_LISTED RECORDS_
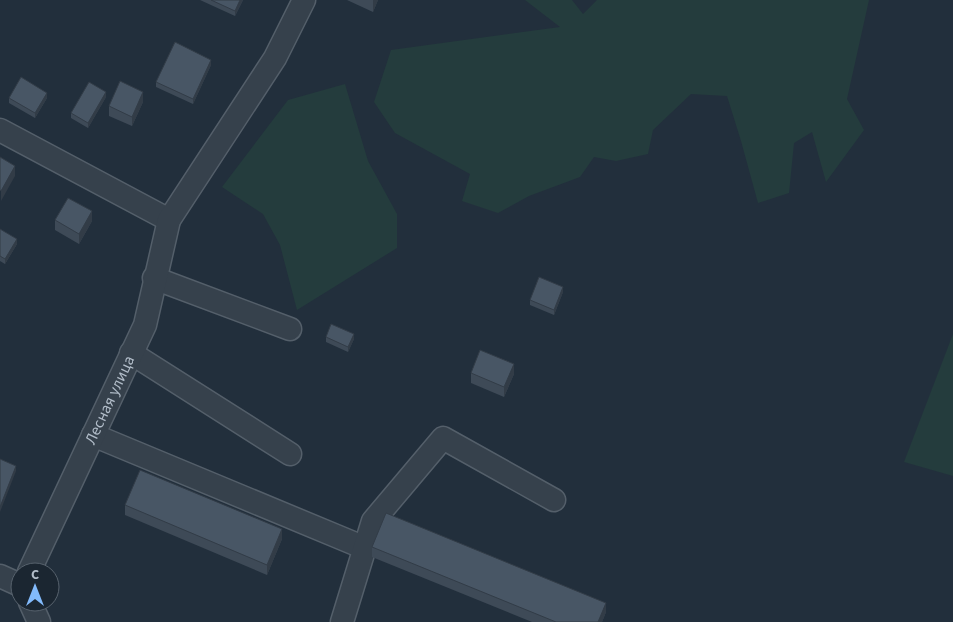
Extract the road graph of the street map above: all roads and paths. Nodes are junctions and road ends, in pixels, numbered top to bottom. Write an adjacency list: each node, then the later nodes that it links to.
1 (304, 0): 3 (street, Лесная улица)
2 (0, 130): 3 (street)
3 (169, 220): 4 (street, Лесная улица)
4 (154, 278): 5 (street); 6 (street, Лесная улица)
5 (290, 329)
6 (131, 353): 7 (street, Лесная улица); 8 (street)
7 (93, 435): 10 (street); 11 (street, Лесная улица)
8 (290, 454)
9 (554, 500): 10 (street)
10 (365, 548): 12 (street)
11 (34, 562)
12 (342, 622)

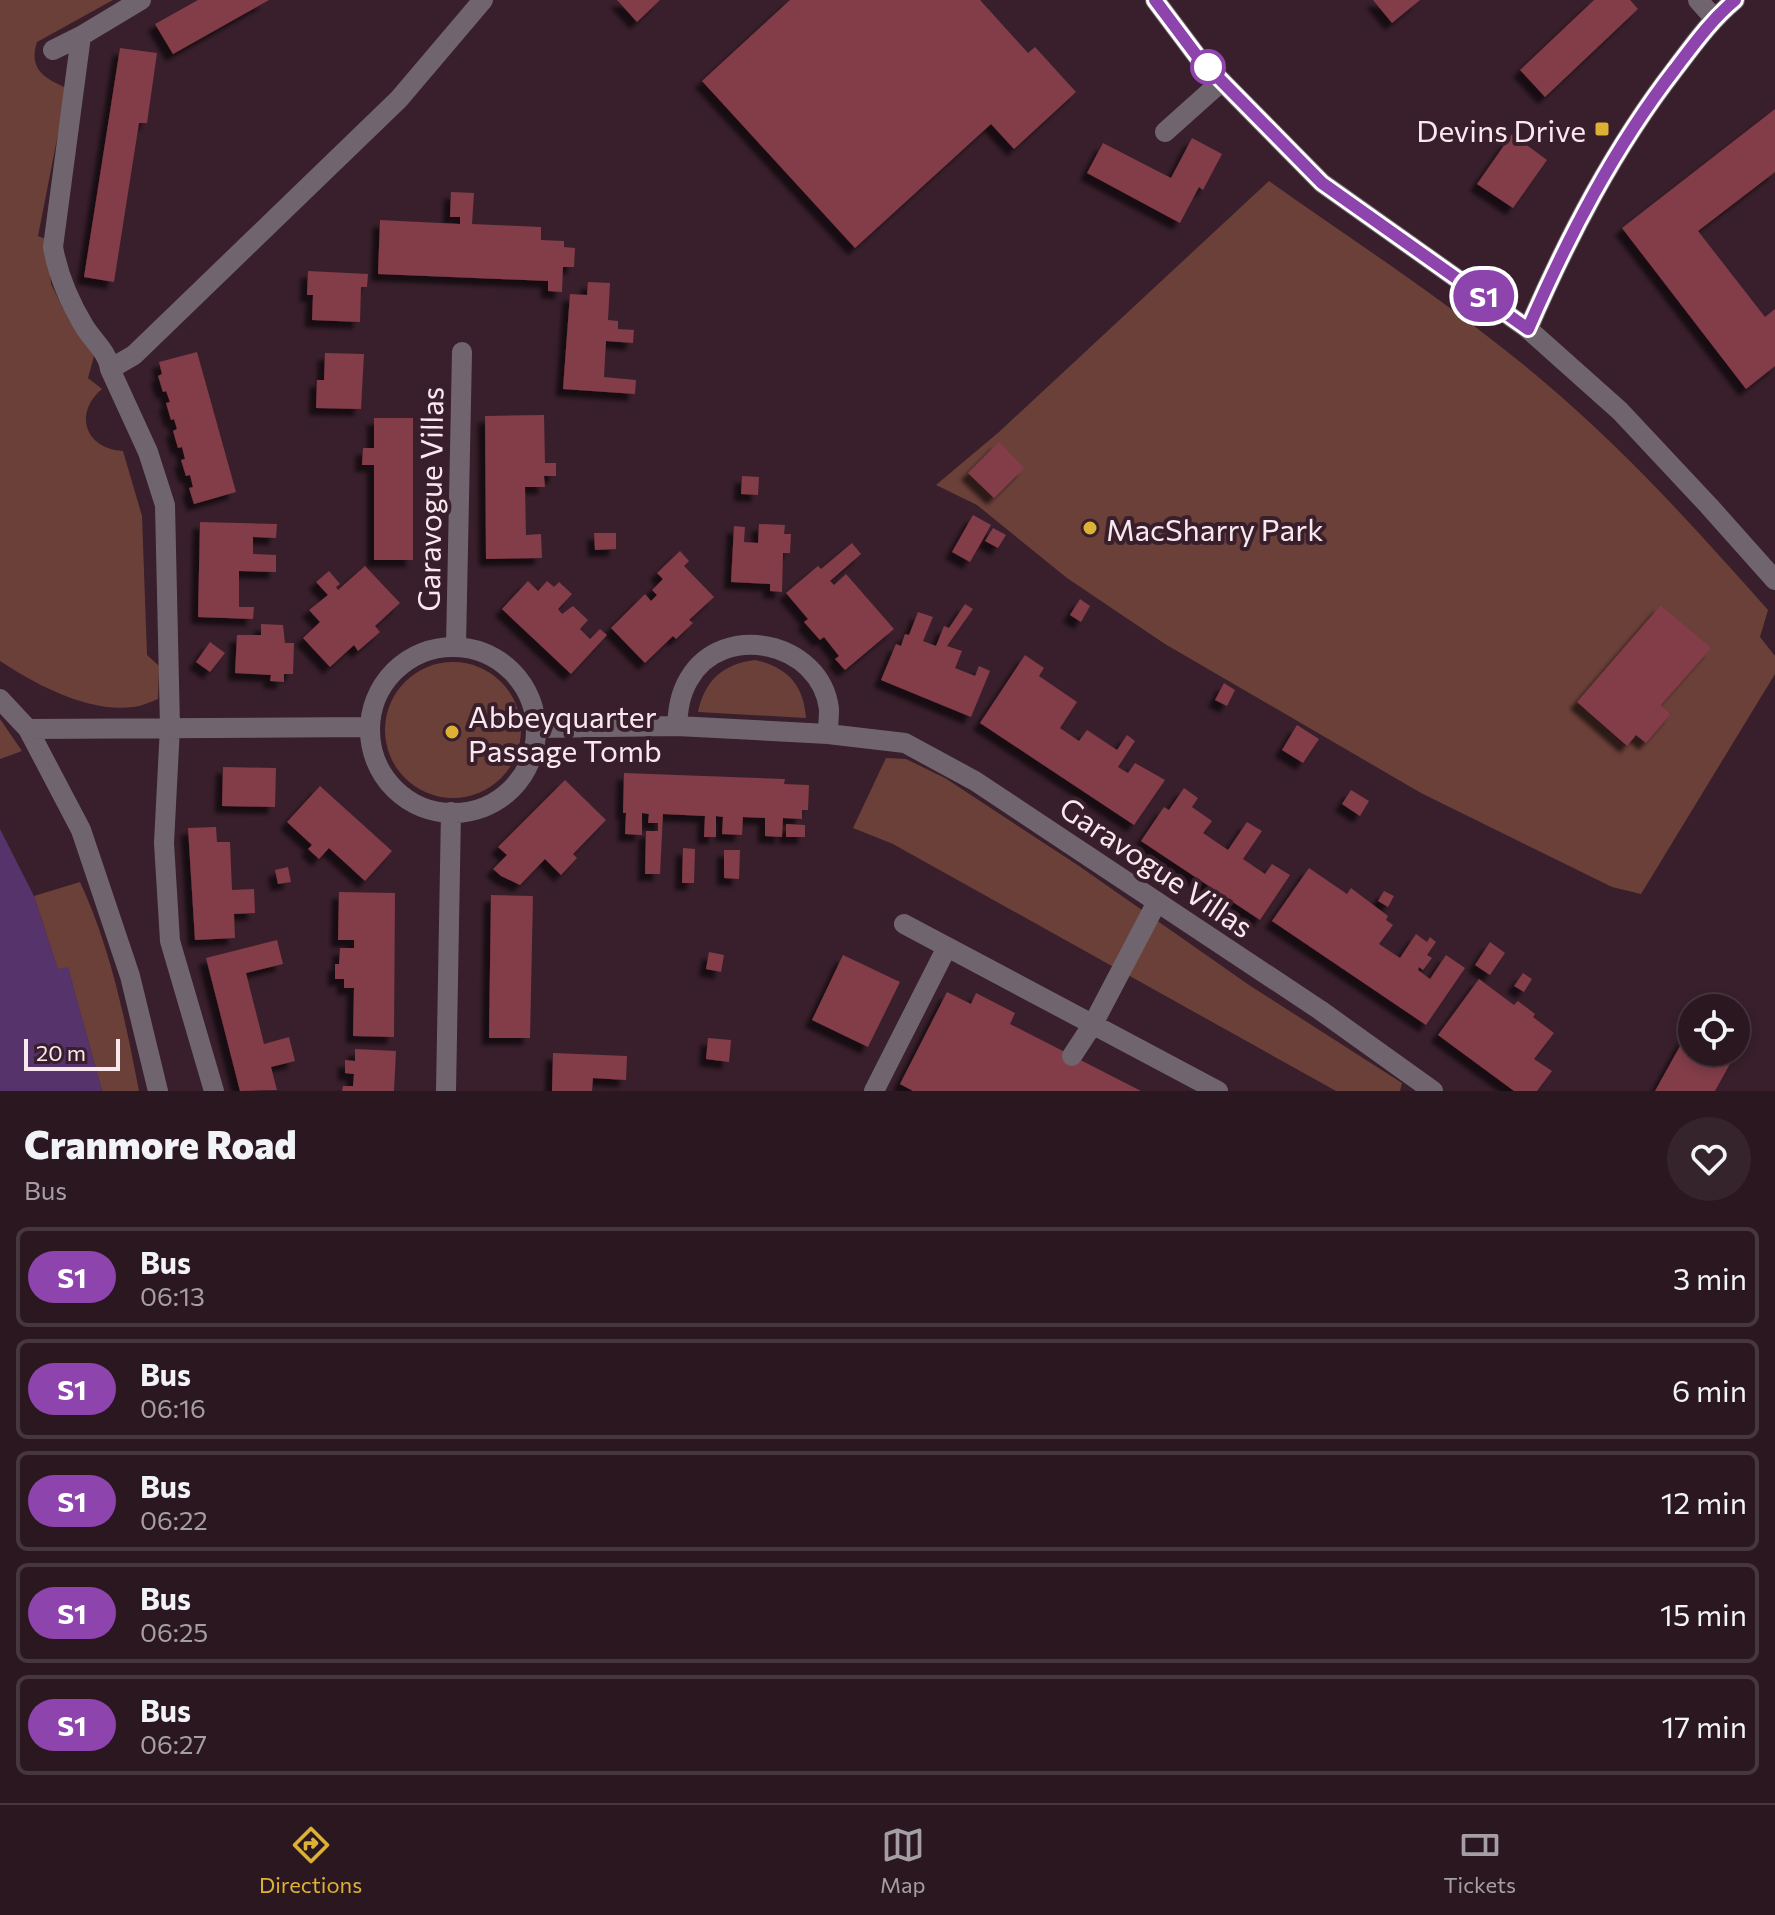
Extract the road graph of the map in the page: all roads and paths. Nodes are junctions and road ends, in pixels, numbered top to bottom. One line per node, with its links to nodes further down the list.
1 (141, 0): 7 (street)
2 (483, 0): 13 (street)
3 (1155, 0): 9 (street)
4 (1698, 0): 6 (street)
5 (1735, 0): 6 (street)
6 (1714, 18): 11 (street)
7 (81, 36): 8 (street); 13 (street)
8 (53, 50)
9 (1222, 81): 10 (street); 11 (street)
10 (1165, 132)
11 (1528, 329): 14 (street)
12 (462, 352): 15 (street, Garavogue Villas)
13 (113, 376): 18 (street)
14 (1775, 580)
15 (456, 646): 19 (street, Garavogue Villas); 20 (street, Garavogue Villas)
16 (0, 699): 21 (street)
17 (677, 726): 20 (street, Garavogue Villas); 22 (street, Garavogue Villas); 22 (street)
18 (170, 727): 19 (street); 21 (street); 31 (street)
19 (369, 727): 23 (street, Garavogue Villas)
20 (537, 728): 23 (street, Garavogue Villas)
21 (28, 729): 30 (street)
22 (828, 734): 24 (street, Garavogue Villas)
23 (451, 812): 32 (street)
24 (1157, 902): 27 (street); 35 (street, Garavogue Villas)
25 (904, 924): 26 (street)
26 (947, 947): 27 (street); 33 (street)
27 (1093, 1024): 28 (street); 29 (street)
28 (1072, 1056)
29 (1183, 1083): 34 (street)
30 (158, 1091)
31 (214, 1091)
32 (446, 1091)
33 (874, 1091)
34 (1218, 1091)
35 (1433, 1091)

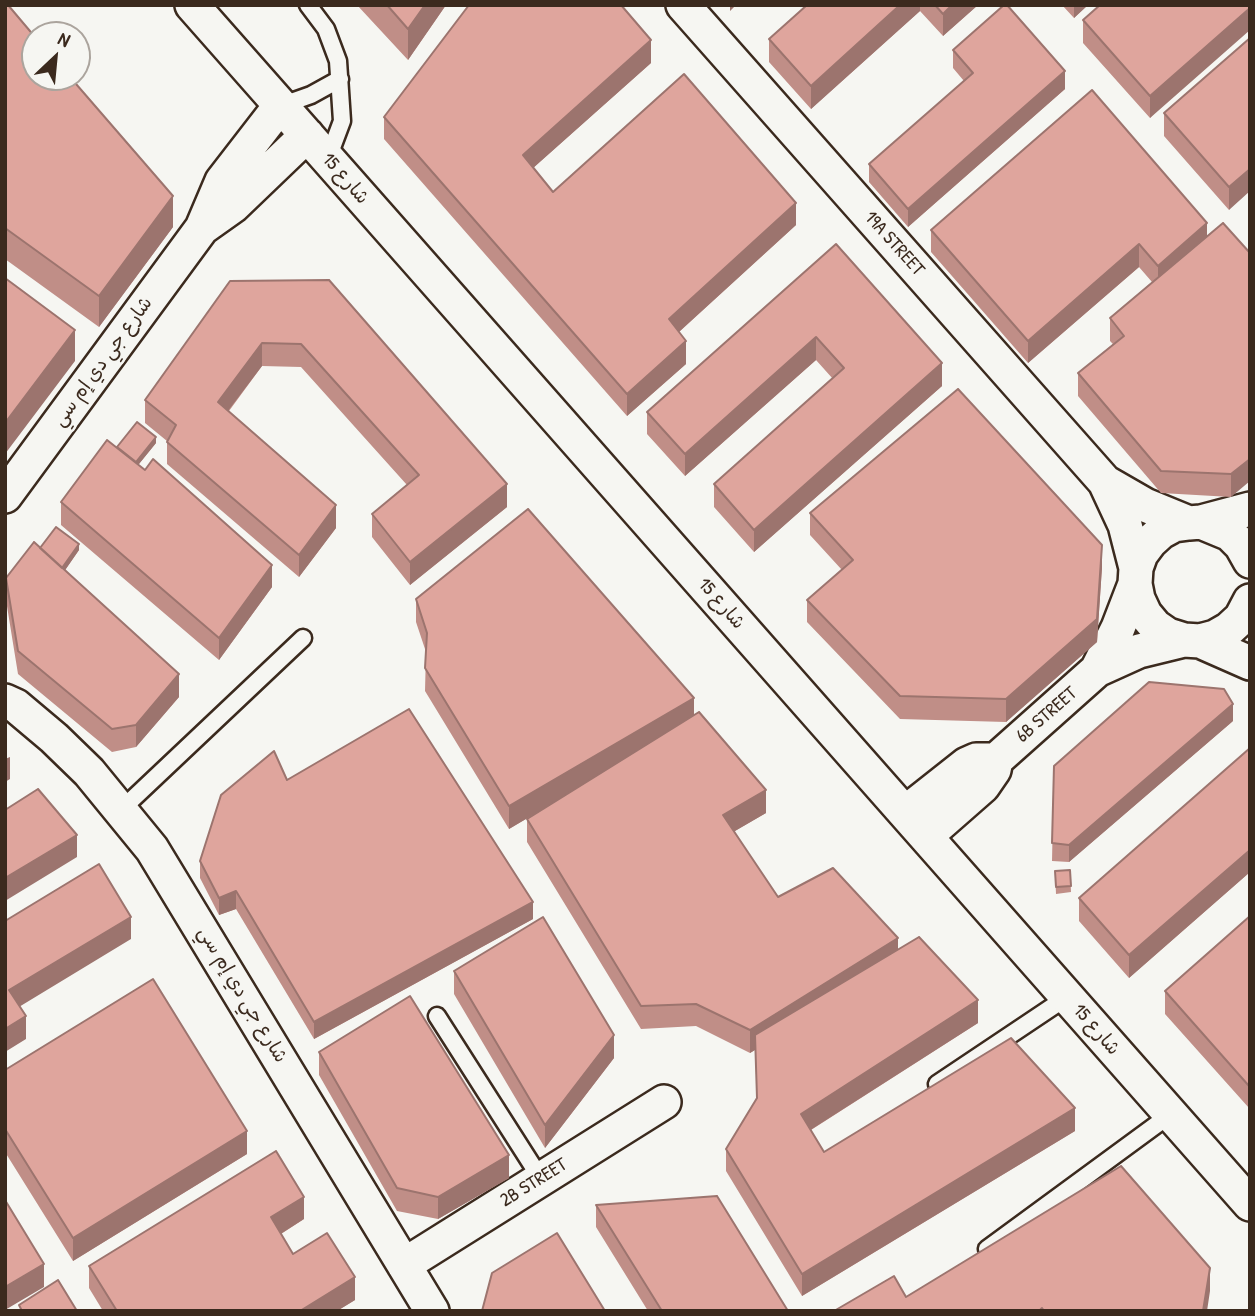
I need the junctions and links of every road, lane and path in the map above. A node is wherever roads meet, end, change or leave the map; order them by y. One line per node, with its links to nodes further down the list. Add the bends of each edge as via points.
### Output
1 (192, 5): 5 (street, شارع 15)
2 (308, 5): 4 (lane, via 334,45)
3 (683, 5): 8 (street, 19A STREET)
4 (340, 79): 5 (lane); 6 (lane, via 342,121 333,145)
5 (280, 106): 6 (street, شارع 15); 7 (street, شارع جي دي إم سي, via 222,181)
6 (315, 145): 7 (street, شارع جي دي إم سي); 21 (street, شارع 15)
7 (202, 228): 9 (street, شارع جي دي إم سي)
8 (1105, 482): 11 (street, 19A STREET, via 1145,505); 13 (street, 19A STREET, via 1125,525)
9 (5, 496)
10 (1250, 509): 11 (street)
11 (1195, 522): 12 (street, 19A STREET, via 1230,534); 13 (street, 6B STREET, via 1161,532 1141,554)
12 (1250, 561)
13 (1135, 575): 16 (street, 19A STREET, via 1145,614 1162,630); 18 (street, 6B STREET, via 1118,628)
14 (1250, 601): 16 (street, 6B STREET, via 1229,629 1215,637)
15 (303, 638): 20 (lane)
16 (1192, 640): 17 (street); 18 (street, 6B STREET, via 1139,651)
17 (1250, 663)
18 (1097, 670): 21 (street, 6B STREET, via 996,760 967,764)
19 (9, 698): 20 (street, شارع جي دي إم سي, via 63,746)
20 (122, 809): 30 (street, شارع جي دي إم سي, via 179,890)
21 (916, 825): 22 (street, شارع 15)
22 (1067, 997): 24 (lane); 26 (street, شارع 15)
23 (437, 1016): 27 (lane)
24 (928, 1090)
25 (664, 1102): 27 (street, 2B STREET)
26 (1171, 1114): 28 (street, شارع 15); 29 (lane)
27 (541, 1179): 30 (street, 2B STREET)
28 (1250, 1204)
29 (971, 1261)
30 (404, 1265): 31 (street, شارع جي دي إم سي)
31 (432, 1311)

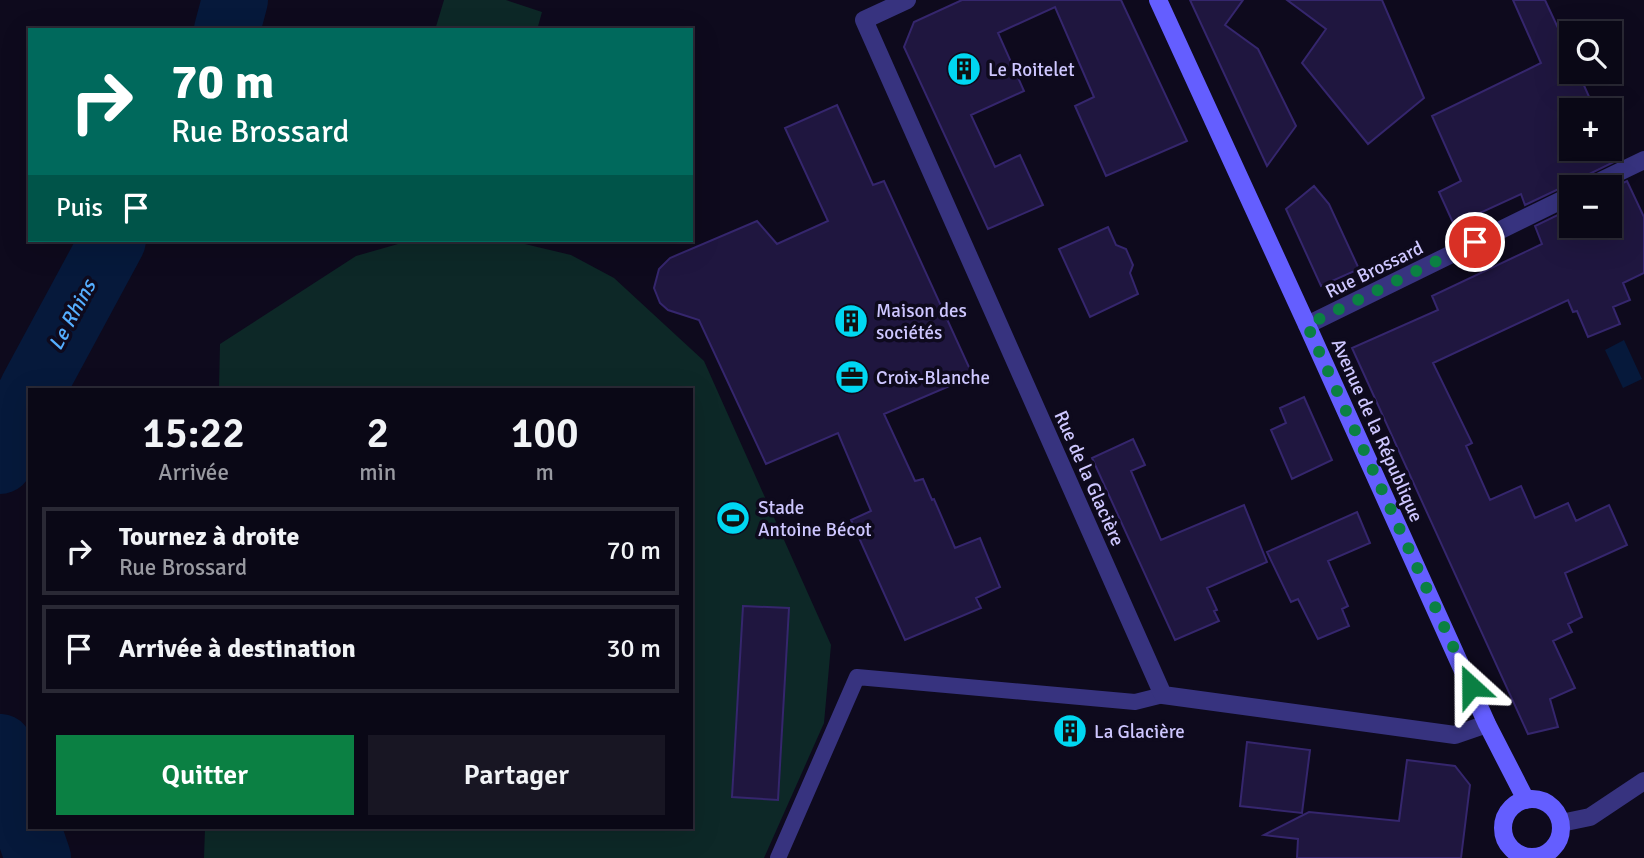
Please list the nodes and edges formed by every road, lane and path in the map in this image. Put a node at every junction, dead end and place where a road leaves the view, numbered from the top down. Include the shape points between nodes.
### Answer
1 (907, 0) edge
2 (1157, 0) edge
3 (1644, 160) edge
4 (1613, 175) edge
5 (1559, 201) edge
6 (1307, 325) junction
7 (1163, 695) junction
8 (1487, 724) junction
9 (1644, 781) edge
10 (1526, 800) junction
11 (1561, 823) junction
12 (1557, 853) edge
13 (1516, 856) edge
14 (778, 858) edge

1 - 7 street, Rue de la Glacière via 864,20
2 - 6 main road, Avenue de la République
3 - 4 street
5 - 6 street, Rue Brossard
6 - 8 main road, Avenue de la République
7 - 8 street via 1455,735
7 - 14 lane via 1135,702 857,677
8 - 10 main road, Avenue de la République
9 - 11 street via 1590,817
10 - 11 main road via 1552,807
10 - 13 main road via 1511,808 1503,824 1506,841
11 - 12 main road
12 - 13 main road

_WORK REQUEST_
Reproduce all entries above exactly, minus the images.

_SOLUTION FOR THIS EXERCISE_
Extract the road graph of the street map above: all roads and paths. Nodes are junctions and road ends, in pixels, numbered top to bottom. Write an adjacency list: each node, then the later nodes that it links to.
1 (304, 0): 3 (street, Лесная улица)
2 (0, 130): 3 (street)
3 (169, 220): 4 (street, Лесная улица)
4 (154, 278): 5 (street); 6 (street, Лесная улица)
5 (290, 329)
6 (131, 353): 7 (street, Лесная улица); 8 (street)
7 (93, 435): 10 (street); 11 (street, Лесная улица)
8 (290, 454)
9 (554, 500): 10 (street)
10 (365, 548): 12 (street)
11 (34, 562)
12 (342, 622)

Extract the road graph of the map in the page: all roads and paths. Nodes are junctions and road ends, in pixels, numbered top to bottom. One line per node, with its links to nodes further down the list.
1 (141, 0): 7 (street)
2 (483, 0): 13 (street)
3 (1155, 0): 9 (street)
4 (1698, 0): 6 (street)
5 (1735, 0): 6 (street)
6 (1714, 18): 11 (street)
7 (81, 36): 8 (street); 13 (street)
8 (53, 50)
9 (1222, 81): 10 (street); 11 (street)
10 (1165, 132)
11 (1528, 329): 14 (street)
12 (462, 352): 15 (street, Garavogue Villas)
13 (113, 376): 18 (street)
14 (1775, 580)
15 (456, 646): 19 (street, Garavogue Villas); 20 (street, Garavogue Villas)
16 (0, 699): 21 (street)
17 (677, 726): 20 (street, Garavogue Villas); 22 (street, Garavogue Villas); 22 (street)
18 (170, 727): 19 (street); 21 (street); 31 (street)
19 (369, 727): 23 (street, Garavogue Villas)
20 (537, 728): 23 (street, Garavogue Villas)
21 (28, 729): 30 (street)
22 (828, 734): 24 (street, Garavogue Villas)
23 (451, 812): 32 (street)
24 (1157, 902): 27 (street); 35 (street, Garavogue Villas)
25 (904, 924): 26 (street)
26 (947, 947): 27 (street); 33 (street)
27 (1093, 1024): 28 (street); 29 (street)
28 (1072, 1056)
29 (1183, 1083): 34 (street)
30 (158, 1091)
31 (214, 1091)
32 (446, 1091)
33 (874, 1091)
34 (1218, 1091)
35 (1433, 1091)

I need the junctions and links of every road, lane and path in the map above. A node is wherever roads meet, end, change or leave the map; order them by y. One line per node, with its links to nodes further down the list. Add the bends of each edge as via points.
### Output
1 (192, 5): 5 (street, شارع 15)
2 (308, 5): 4 (lane, via 334,45)
3 (683, 5): 8 (street, 19A STREET)
4 (340, 79): 5 (lane); 6 (lane, via 342,121 333,145)
5 (280, 106): 6 (street, شارع 15); 7 (street, شارع جي دي إم سي, via 222,181)
6 (315, 145): 7 (street, شارع جي دي إم سي); 21 (street, شارع 15)
7 (202, 228): 9 (street, شارع جي دي إم سي)
8 (1105, 482): 11 (street, 19A STREET, via 1145,505); 13 (street, 19A STREET, via 1125,525)
9 (5, 496)
10 (1250, 509): 11 (street)
11 (1195, 522): 12 (street, 19A STREET, via 1230,534); 13 (street, 6B STREET, via 1161,532 1141,554)
12 (1250, 561)
13 (1135, 575): 16 (street, 19A STREET, via 1145,614 1162,630); 18 (street, 6B STREET, via 1118,628)
14 (1250, 601): 16 (street, 6B STREET, via 1229,629 1215,637)
15 (303, 638): 20 (lane)
16 (1192, 640): 17 (street); 18 (street, 6B STREET, via 1139,651)
17 (1250, 663)
18 (1097, 670): 21 (street, 6B STREET, via 996,760 967,764)
19 (9, 698): 20 (street, شارع جي دي إم سي, via 63,746)
20 (122, 809): 30 (street, شارع جي دي إم سي, via 179,890)
21 (916, 825): 22 (street, شارع 15)
22 (1067, 997): 24 (lane); 26 (street, شارع 15)
23 (437, 1016): 27 (lane)
24 (928, 1090)
25 (664, 1102): 27 (street, 2B STREET)
26 (1171, 1114): 28 (street, شارع 15); 29 (lane)
27 (541, 1179): 30 (street, 2B STREET)
28 (1250, 1204)
29 (971, 1261)
30 (404, 1265): 31 (street, شارع جي دي إم سي)
31 (432, 1311)

Please list the nodes and edges formed by every road, lane and path in the map in this image. Put a node at every junction, dead end and place where a road leaves the view, numbered from the top down. Include the shape points between nodes.
### Answer
1 (907, 0) edge
2 (1157, 0) edge
3 (1644, 160) edge
4 (1613, 175) edge
5 (1559, 201) edge
6 (1307, 325) junction
7 (1163, 695) junction
8 (1487, 724) junction
9 (1644, 781) edge
10 (1526, 800) junction
11 (1561, 823) junction
12 (1557, 853) edge
13 (1516, 856) edge
14 (778, 858) edge

1 - 7 street, Rue de la Glacière via 864,20
2 - 6 main road, Avenue de la République
3 - 4 street
5 - 6 street, Rue Brossard
6 - 8 main road, Avenue de la République
7 - 8 street via 1455,735
7 - 14 lane via 1135,702 857,677
8 - 10 main road, Avenue de la République
9 - 11 street via 1590,817
10 - 11 main road via 1552,807
10 - 13 main road via 1511,808 1503,824 1506,841
11 - 12 main road
12 - 13 main road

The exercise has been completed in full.